Изба стояла поодаль от города, на тракте, ведущем к деревне, в которой и был недавно организован большой украинско-еврейский колхоз.

Забор вокруг избы давно уже завалился, почти касался покривившихся стен. Между досками буйно разрослась крапива, достигавшая голой крыши. Во дворе все дорожки заросли толстыми, мохнатыми лопухами и травой. Из углов выглядывали кусты колючего репейника. Перед домом росла кривая дикая яблоня, положив на крышу одну свою засохшую ветвь: по обе ее стороны слепыми глазами глядели закрытые ставни.

Тусклый, неровный свет скользил по стенам, перебегал с одной фотографии на другую. На одной фотографии Доба и ее муж. У нее на высокой груди – медальон, волосы взбиты, лицо усталое. У мужа – подстриженная бородка, подкрученные усы, по жилету цепочка. Паук затянул фотографию серой сетью, полной дохлых мух. На окне сиротливо стояла треснувшая фарфоровая лампа. На голом столе чадила коптилка из аптекарского пузырька с жестянкой. Рядом лежала холодная, круто посоленная картофелина, стоял черный горшок из-под кофе.

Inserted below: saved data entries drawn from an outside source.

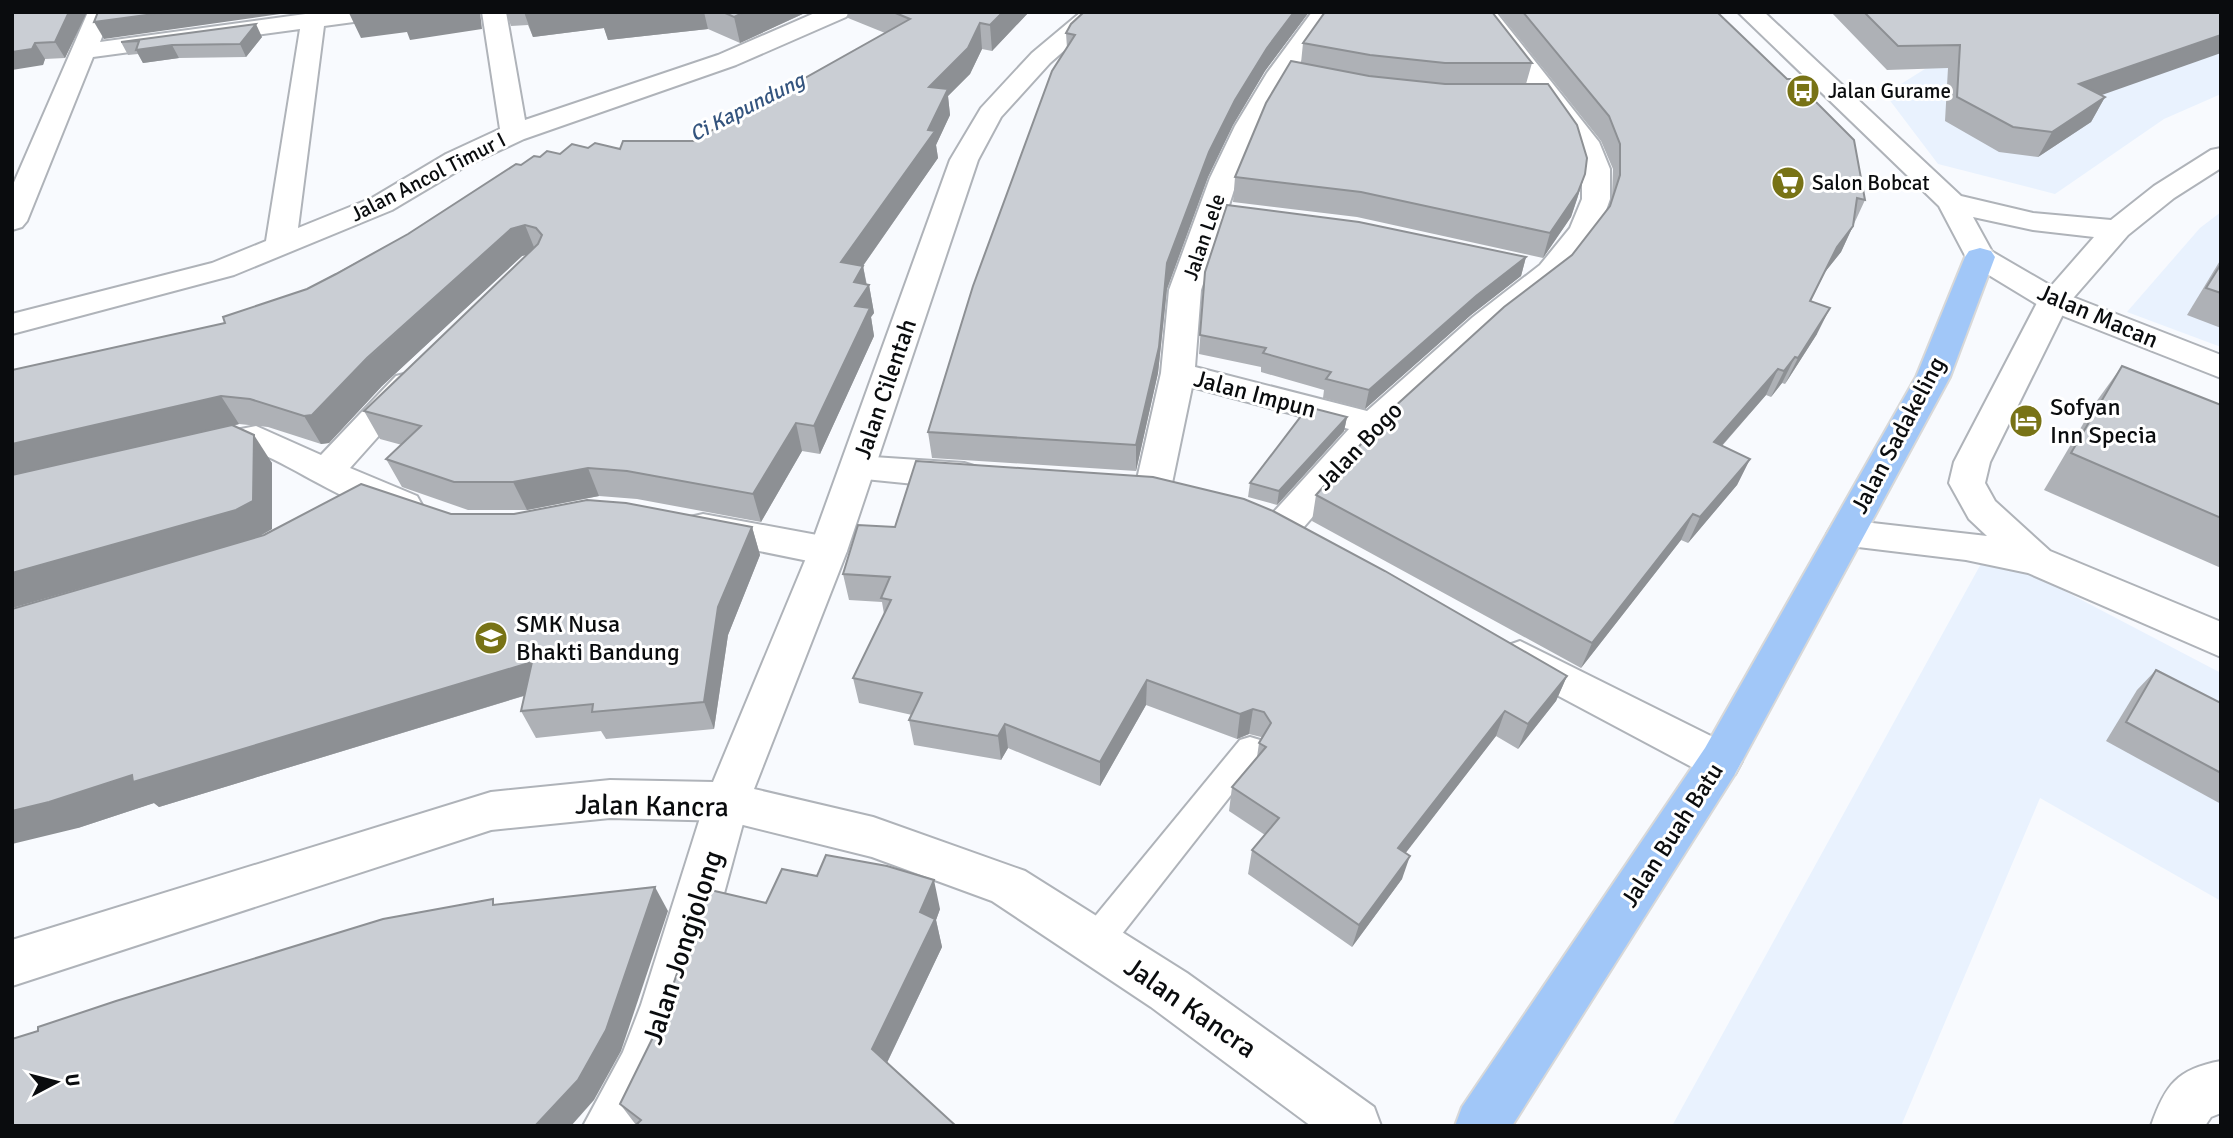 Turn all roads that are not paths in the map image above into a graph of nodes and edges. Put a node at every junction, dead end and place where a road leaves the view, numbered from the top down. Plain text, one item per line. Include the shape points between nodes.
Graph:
1 (100, 12) edge
2 (376, 12) edge
3 (494, 12) edge
4 (838, 12) edge
5 (1096, 12) edge
6 (1324, 12) edge
7 (1483, 12) edge
8 (1750, 12) edge
9 (313, 21) junction
10 (85, 51) junction
11 (514, 132) junction
12 (2221, 156) edge
13 (1951, 202) junction
14 (12, 221) edge
15 (2118, 229) junction
16 (281, 247) junction
17 (1980, 257) junction
18 (1511, 262) edge
19 (1551, 272) junction
20 (2054, 301) junction
21 (12, 324) edge
22 (2221, 367) edge
23 (426, 368) edge
24 (1178, 373) junction
25 (1373, 425) junction
26 (173, 455) edge
27 (858, 468) junction
28 (326, 472) junction
29 (995, 478) edge
30 (1114, 486) edge
31 (1153, 488) junction
32 (366, 491) junction
33 (1193, 496) edge
34 (335, 512) edge
35 (441, 519) edge
36 (676, 522) edge
37 (1846, 534) junction
38 (1321, 545) edge
39 (828, 551) junction
40 (2036, 561) junction
41 (1487, 638) edge
42 (2221, 640) edge
43 (1250, 748) dead end
44 (1720, 761) junction
45 (727, 802) junction
46 (1095, 942) junction
47 (12, 963) edge
48 (2221, 1087) edge
49 (609, 1126) edge
50 (1355, 1126) edge
51 (1481, 1126) edge
52 (2178, 1126) edge

1 - 10 street
2 - 9 street
3 - 11 street
4 - 11 street, Jalan Ancol Timur I via 727,60
5 - 27 street, Jalan Cilentah via 1041,58 990,114 964,160
6 - 24 street, Jalan Lele via 1293,76 1248,126 1224,178 1227,213 1185,290
7 - 19 street, Jalan Bogo via 1535,98 1585,142 1596,169 1596,199 1584,230
8 - 13 street
9 - 10 street
9 - 16 street
10 - 14 street
11 - 16 street, Jalan Ancol Timur I via 382,204
12 - 15 street via 2164,192
13 - 15 street via 2066,229
13 - 17 street
15 - 20 street
16 - 21 street, Jalan Ancol Timur I via 223,269
17 - 20 street, Jalan Macan
17 - 37 main road, Jalan Sadakeling via 1933,377
18 - 19 street
19 - 25 street, Jalan Bogo via 1484,324
20 - 22 street, Jalan Macan
20 - 40 street via 1972,462 1967,483 1982,510
23 - 28 street
24 - 25 street, Jalan Impun
24 - 31 street, Jalan Lele
25 - 38 street, Jalan Bogo via 1267,519
26 - 28 street via 256,438
27 - 29 street
27 - 39 street, Jalan Cilentah
28 - 32 street
30 - 31 street
31 - 33 street
32 - 34 street
32 - 35 street
36 - 39 street
37 - 40 street via 1965,546
37 - 44 main road, Jalan Buah Batu
39 - 45 street, Jalan Cilentah
40 - 42 street
41 - 44 street
43 - 46 lane
44 - 51 main road, Jalan Buah Batu
45 - 46 street, Jalan Kancra via 873,837 1008,886
45 - 47 street, Jalan Kancra via 610,799 491,811
45 - 49 street, Jalan Jongjolong via 666,1005 642,1068
46 - 50 street, Jalan Kancra via 1169,990
48 - 52 street via 2205,1089 2184,1105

Доба скрючившись сидела в углу на кровати. Она бормотала что-то, глядя в одну точку на стене. В паутине едва шевелила лапками муха. Из-за ставень доносился лай собак, то стихал, то снова становился громче… Огонек коптилки замигал – кончился керосин. Тень от крюка, торчавшего посреди потолка, начала метаться в разные стороны, то вытягиваясь, то сжимаясь, Доба погасила огонь и прислушалась. Под ставнем билась в стекло ночная бабочка. В сенях индюк крикнул сосна не своим голосом. Доба достала из-под слежавшейся постели глиняную лепешку, положила ее на костлявые колени и привычными движениями нащупала круглые впадинки:

– Восемь, девять, десять… – медленно считала она.

Еще в ту пору, когда купила индюка, Доба замесила песок с глиной и, пока масса не засохла, вдавила с обеих сторон все свои золотые пятирублевые монеты. Потом вынула и запрятала их в разных местах – в грязь под индюком, под потолком, возле крюка… Часто она доставала засохшую глиняную лепешку, тощими пальцами ощупывала оттиски…

Тяжело, как будто она весит много пудов, Доба переворачивает лепешку на другую сторону, вздыхает. Пятирублевки, отпечатанные на этой стороне, имеют свою историю, которую Доба не может вспоминать без боли.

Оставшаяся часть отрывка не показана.